Sam (Jessica Chastain) makng breakfast for her family. She wonders why her husband has become so distant to her in recent times.

The plot for Take Shelter is simple and easy to follow. Audiences will have little difficulty in differentiating when they’re watching reality and Curtis’s dreams, since the dreams tend to be darker than real world (yet surprising not disturbing). However, as a result of needing to fix the film round Curtis, the director, Jeff Nichols (Shotgun Stories, Mud), focuses too greatly upon Curtis at the expense of the other main characters, Sam and Hannah. Indeed, neither Sam’s nor Hannah’s problems are even touched upon, which has the consequence of making them virtually irrelevant to the storyline. This is bizarre and undermines the movie’s realism.

Furthermore, Take Shelter is slow-paced and some parts of the plot go by the way side, such as Sam’s need for (breast?) implants (which would have been a good opportunity to delve into some of Sam’s insecurities), whilst the ending is a cheap stunt to make one rethink the entire movie. Also, considering the music throughout is either an ominous, yet anticipatory, beat or a boding-doom thud, one waits expectantly for the climax, like in Black Swan, or for the revelatory twist, such as in Shutter Island. But it never arrives, which is extremely frustrating.
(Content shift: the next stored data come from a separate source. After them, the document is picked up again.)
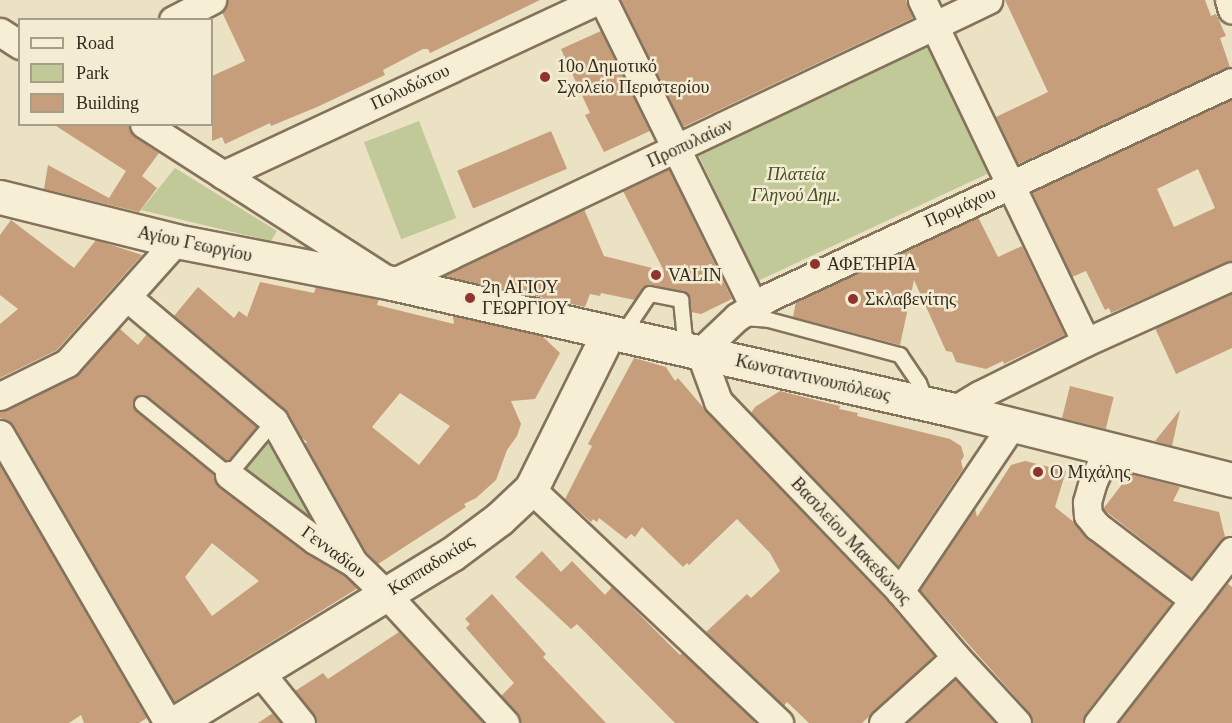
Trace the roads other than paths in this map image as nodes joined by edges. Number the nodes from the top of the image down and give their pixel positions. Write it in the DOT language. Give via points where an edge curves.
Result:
graph roads {
  1 [pos="212,0"];
  2 [pos="598,0"];
  3 [pos="603,0"];
  4 [pos="922,0"];
  5 [pos="988,0"];
  6 [pos="1229,0"];
  7 [pos="1232,9"];
  8 [pos="177,18"];
  9 [pos="935,27"];
  10 [pos="0,32"];
  11 [pos="18,44"];
  12 [pos="1232,82"];
  13 [pos="147,126"];
  14 [pos="676,150"];
  15 [pos="223,175"];
  16 [pos="1011,184"];
  17 [pos="0,197"];
  18 [pos="176,242"];
  19 [pos="1232,276"];
  20 [pos="392,283"];
  21 [pos="127,297"];
  22 [pos="745,311"];
  23 [pos="616,333"];
  24 [pos="1086,342"];
  25 [pos="693,351"];
  26 [pos="0,396"];
  27 [pos="142,404"];
  28 [pos="941,407"];
  29 [pos="274,421"];
  30 [pos="1012,425"];
  31 [pos="0,434"];
  32 [pos="1108,449"];
  33 [pos="229,475"];
  34 [pos="1232,480"];
  35 [pos="531,489"];
  36 [pos="1232,551"];
  37 [pos="354,563"];
  38 [pos="900,591"];
  39 [pos="385,593"];
  40 [pos="1194,600"];
  41 [pos="956,657"];
  42 [pos="259,671"];
  43 [pos="168,723"];
  44 [pos="175,723"];
  45 [pos="301,723"];
  46 [pos="505,723"];
  47 [pos="779,723"];
  48 [pos="882,723"];
  49 [pos="1017,723"];
  50 [pos="1098,723"];
  1 -- 8 [label="street"];
  2 -- 15 [label="street, Πολυδώτου"];
  3 -- 14 [label="street"];
  4 -- 9 [label="street"];
  5 -- 9 [label="street, Προπυλαίων"];
  6 -- 7 [label="street"];
  9 -- 14 [label="street, Προπυλαίων"];
  9 -- 16 [label="street"];
  10 -- 11 [label="street"];
  12 -- 16 [label="street, Προμάχου"];
  13 -- 15 [label="street"];
  14 -- 20 [label="street, Προπυλαίων"];
  14 -- 22 [label="street"];
  15 -- 20 [label="street"];
  16 -- 22 [label="street, Προμάχου"];
  16 -- 24 [label="street"];
  17 -- 18 [label="street, Αγίου Γεωργίου"];
  18 -- 20 [label="street, Αγίου Γεωργίου"];
  18 -- 21 [label="street"];
  19 -- 24 [label="street"];
  20 -- 23 [label="street, Κωνσταντινουπόλεως"];
  21 -- 26 [label="street" via="67,363"];
  21 -- 29 [label="street"];
  22 -- 25 [label="street, Προμάχου"];
  22 -- 28 [label="lane" via="900,355"];
  23 -- 25 [label="street, Κωνσταντινουπόλεως"];
  23 -- 25 [label="lane" via="650,294 681,300"];
  23 -- 35 [label="street, Καππαδοκίας"];
  24 -- 28 [label="street" via="979,394"];
  25 -- 28 [label="street, Κωνσταντινουπόλεως"];
  25 -- 38 [label="street, Βασιλείου Μακεδώνος" via="718,401"];
  27 -- 33 [label="lane, Γενναδίου"];
  28 -- 30 [label="street, Κωνσταντινουπόλεως"];
  29 -- 33 [label="lane"];
  29 -- 37 [label="street"];
  30 -- 32 [label="street, Κωνσταντινουπόλεως"];
  30 -- 38 [label="street"];
  31 -- 43 [label="street"];
  32 -- 34 [label="street, Κωνσταντινουπόλεως"];
  32 -- 40 [label="street" via="1093,481 1088,515"];
  33 -- 37 [label="street, Γενναδίου" via="315,540"];
  35 -- 39 [label="street, Καππαδοκίας" via="476,538"];
  35 -- 47 [label="street"];
  36 -- 40 [label="street"];
  37 -- 39 [label="street, Γενναδίου"];
  38 -- 41 [label="street, Βασιλείου Μακεδώνος"];
  39 -- 42 [label="street, Καππαδοκίας"];
  39 -- 46 [label="street, Γενναδίου"];
  40 -- 50 [label="street"];
  41 -- 48 [label="street"];
  41 -- 49 [label="street, Βασιλείου Μακεδώνος"];
  42 -- 44 [label="street, Καππαδοκίας"];
  42 -- 45 [label="street"];
}
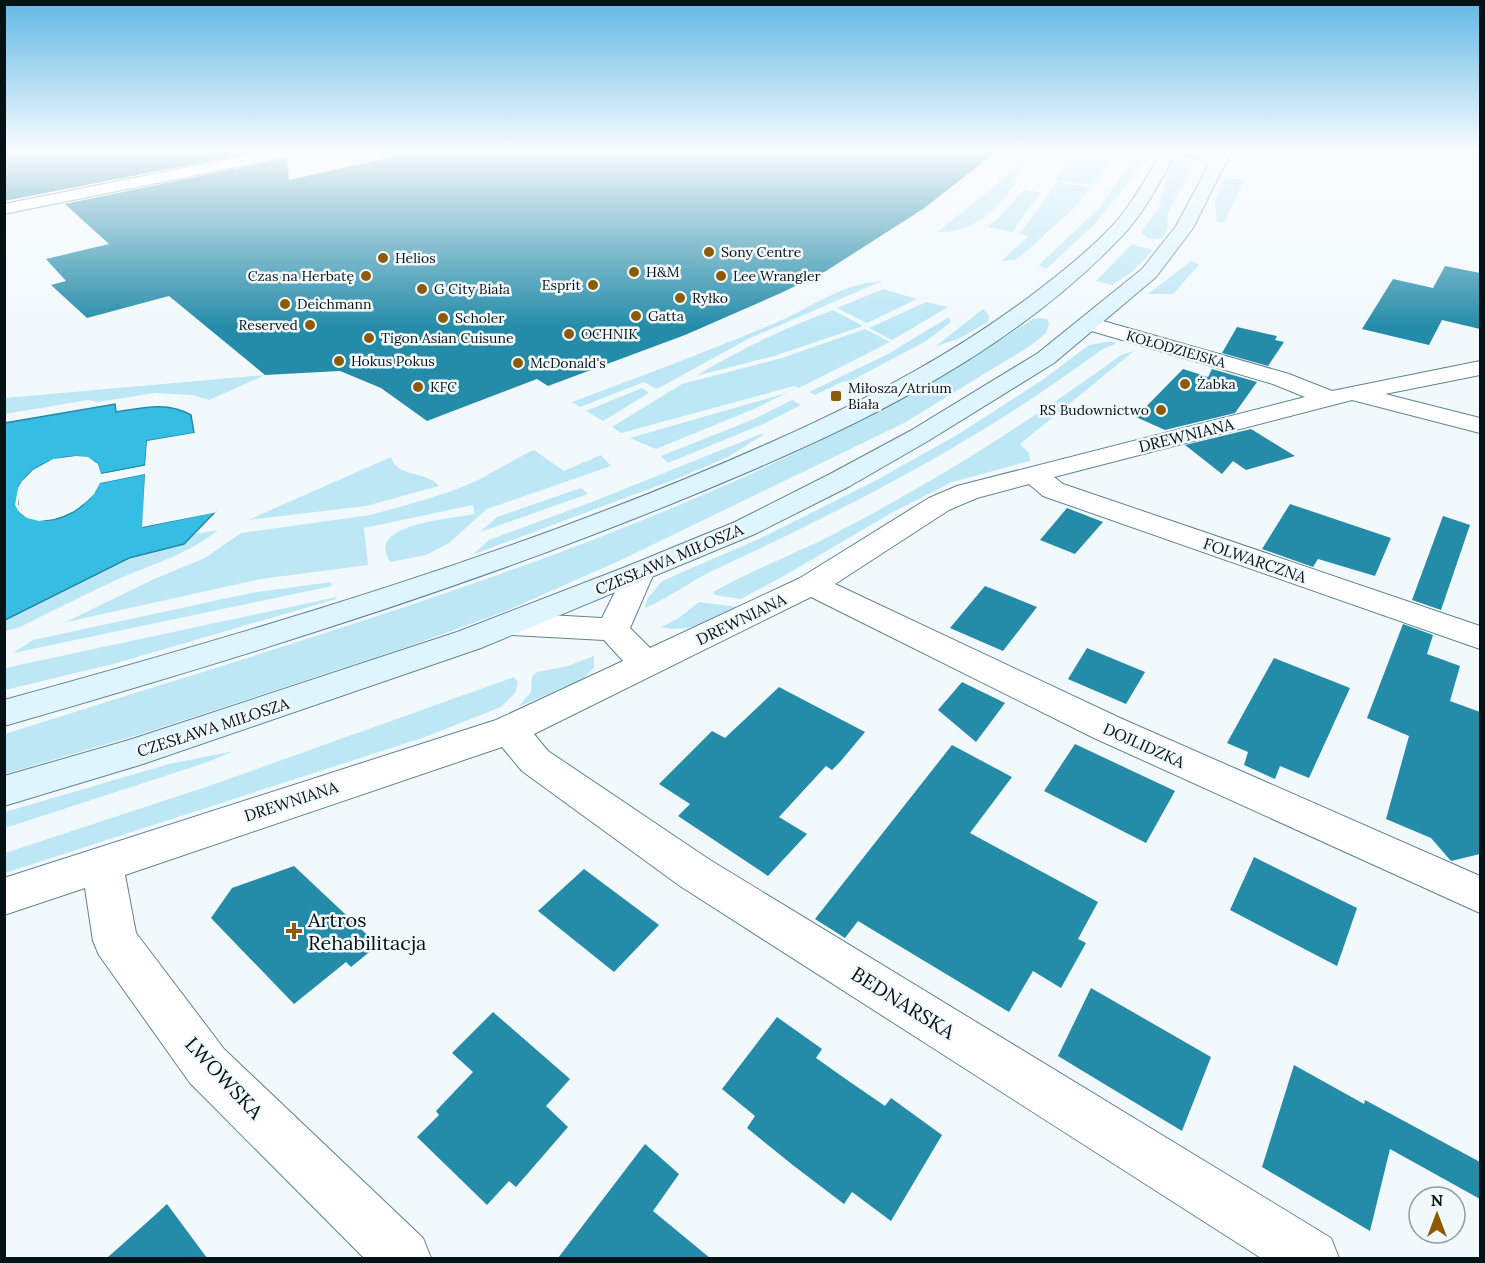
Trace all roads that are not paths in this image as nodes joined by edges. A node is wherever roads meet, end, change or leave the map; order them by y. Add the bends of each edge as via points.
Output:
1 (1133, 211) edge
2 (1192, 211) edge
3 (1151, 244) dead end
4 (1172, 244) junction
5 (1063, 313) junction
6 (1480, 368) edge
7 (1342, 396) junction
8 (1480, 426) edge
9 (1033, 474) junction
10 (639, 573) junction
11 (812, 585) junction
12 (512, 624) junction
13 (613, 630) junction
14 (1480, 638) edge
15 (646, 665) junction
16 (4, 713) edge
17 (508, 730) junction
18 (4, 791) edge
19 (102, 864) junction
20 (1480, 895) edge
21 (4, 897) edge
22 (403, 1258) edge
23 (1311, 1258) edge

1 - 5 main road, CZESŁAWA MIŁOSZA via 1123,236
2 - 4 main road, CZESŁAWA MIŁOSZA
3 - 4 main road
4 - 5 main road, CZESŁAWA MIŁOSZA via 1149,273
5 - 7 street, KOŁODZIEJSKA
5 - 10 main road, CZESŁAWA MIŁOSZA via 1046,358 919,436 745,528
5 - 16 main road, CZESŁAWA MIŁOSZA via 941,364 769,453 624,514 308,625
6 - 7 street, DREWNIANA
7 - 8 street, KOŁODZIEJSKA
7 - 9 street, DREWNIANA
9 - 11 street, DREWNIANA via 939,504
9 - 14 street, FOLWARCZNA via 1053,490
10 - 12 main road, CZESŁAWA MIŁOSZA
10 - 13 street
11 - 15 street, DREWNIANA
11 - 20 street, DOJLIDZKA via 1107,728
12 - 13 street
12 - 18 main road, CZESŁAWA MIŁOSZA via 297,700
13 - 15 street
15 - 17 street, DREWNIANA
17 - 19 street, DREWNIANA
17 - 23 street, BEDNARSKA via 536,761 695,873
19 - 21 street, DREWNIANA
19 - 22 street, LWOWSKA via 115,941 207,1066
Viewer’s frustration is likely to be exacerbated by the film’s length. At 121 minutes Take Shelter is quite long, and the movie feels longer still because of the artistic style that Nichols has employed. In theory, there is nothing wrong with this style, but for a film about psychological disorders it may not have been the most sensible method to choose. Too many scenes have little action or dialogue, and when there is dialogue it can often have prolonged gaps and be devoid of emotion. The lack of outburst from any of the two main adult characters seems odd too (and perhaps improbable) considering the emotional strains and financial pressures that they’re under. Maybe if Nichols had taken inspiration from the emotive drama, Revolutionary Road, Take Shelter would have been considerably better.

The family in the shelter after hearing the storm siren. Such is Curtis’s paranoia that he even bought his family the most up-to-date gas masks in the case of a storm.

In Revolutionary Road, Frank (Leonardo Dicaprio) and April (Kate Winslet) had depth and the power to make audiences empathise with their respective feelings and predicaments. In contrast, here, Michael Shannon and Jessica Chastain perform with a remarkable lack of intensity, plus there appears to be no love or antipathy between the married couple (even though they constantly remind us of their love for each other). The acting is not poor and it gets better as the film goes on; yet, it is a far cry from the exceptional performances in any of the aforementioned movies.

Over-all, Take Shelter shows us that people with psychological disorders can realise, to a limited extent, that they are veering towards ‘insanity.’ It is just irritating that the film is quite uneventful, tedious and lacks the strong performances necessary to put it on a par with Black Swan or Revolutionary Road.